[Data for this exercise]
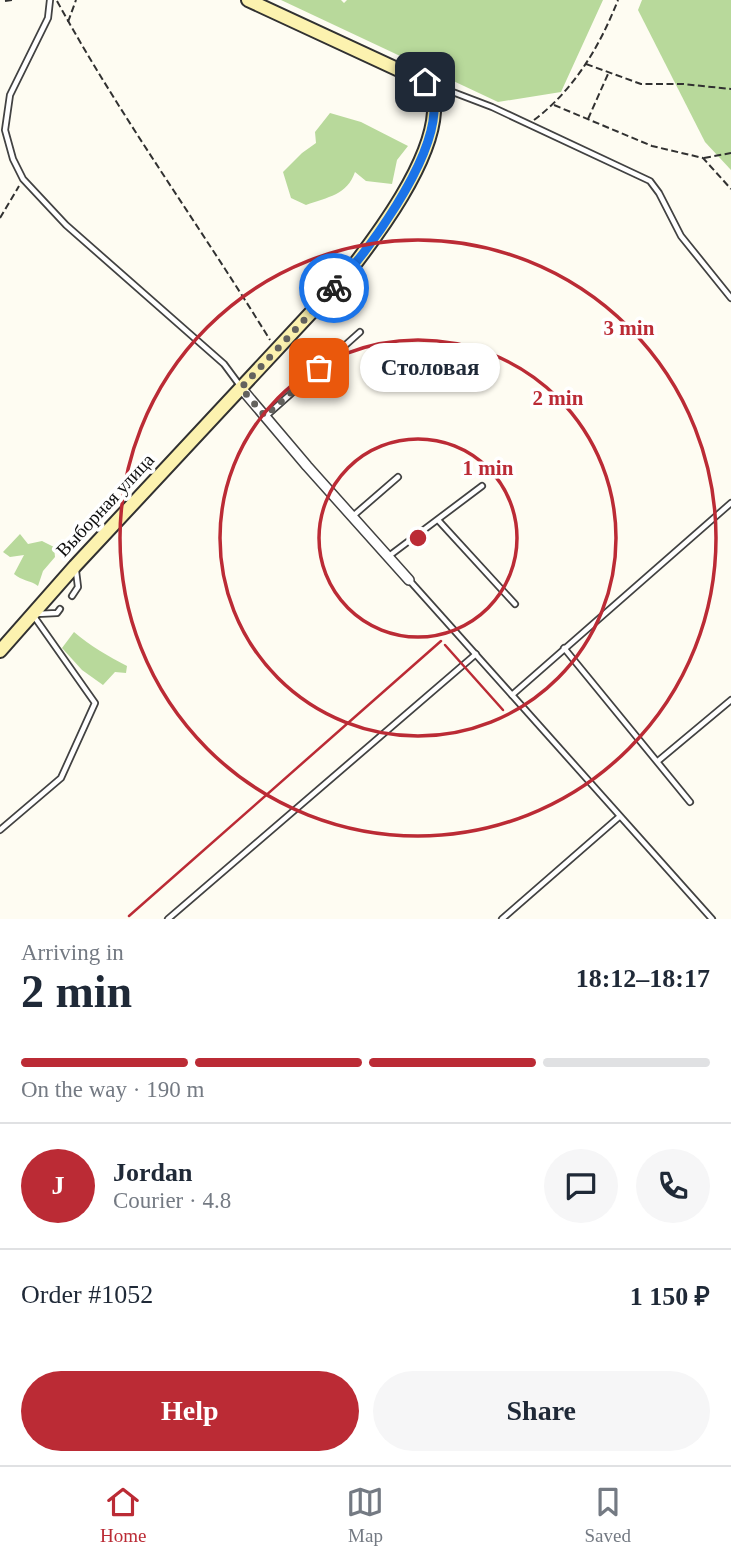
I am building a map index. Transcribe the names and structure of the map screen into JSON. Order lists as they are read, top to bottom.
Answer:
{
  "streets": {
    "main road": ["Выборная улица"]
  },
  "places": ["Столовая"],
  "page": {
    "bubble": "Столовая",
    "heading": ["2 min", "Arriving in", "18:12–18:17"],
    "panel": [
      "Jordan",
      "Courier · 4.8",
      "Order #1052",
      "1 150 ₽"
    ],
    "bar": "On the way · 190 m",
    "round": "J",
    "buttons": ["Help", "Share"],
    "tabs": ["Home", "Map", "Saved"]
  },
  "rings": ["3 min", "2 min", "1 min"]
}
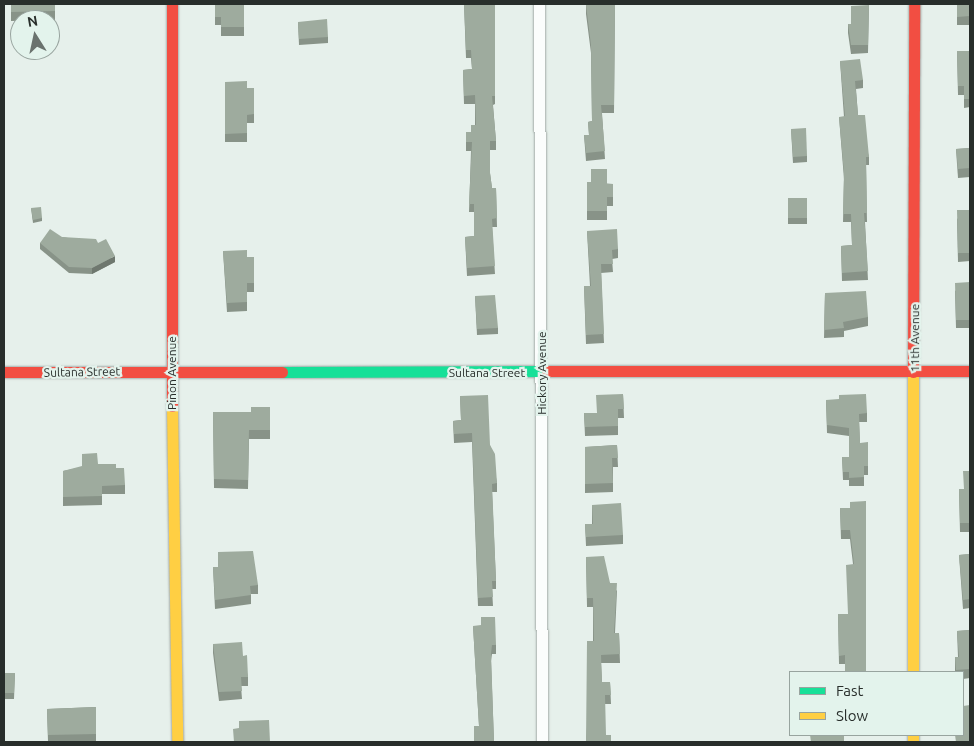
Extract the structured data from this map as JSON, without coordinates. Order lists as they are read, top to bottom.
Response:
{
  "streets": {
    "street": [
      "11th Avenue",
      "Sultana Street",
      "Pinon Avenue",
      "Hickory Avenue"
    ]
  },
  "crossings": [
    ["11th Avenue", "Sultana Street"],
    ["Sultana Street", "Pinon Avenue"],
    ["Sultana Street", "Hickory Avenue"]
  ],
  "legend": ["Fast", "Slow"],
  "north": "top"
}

[Work to complete]
Everything from the first line of the records through the line containing "Extract the structured" should be repeated exactly, with the pictures left out.

[Exercise output]
I am building a map index. Transcribe the names and structure of the map screen into JSON. Order lists as they are read, top to bottom.
Answer:
{
  "streets": {
    "main road": ["Выборная улица"]
  },
  "places": ["Столовая"],
  "page": {
    "bubble": "Столовая",
    "heading": ["2 min", "Arriving in", "18:12–18:17"],
    "panel": [
      "Jordan",
      "Courier · 4.8",
      "Order #1052",
      "1 150 ₽"
    ],
    "bar": "On the way · 190 m",
    "round": "J",
    "buttons": ["Help", "Share"],
    "tabs": ["Home", "Map", "Saved"]
  },
  "rings": ["3 min", "2 min", "1 min"]
}
Extract the structured data from this map as JSON, without coordinates. Order lists as they are read, top to bottom.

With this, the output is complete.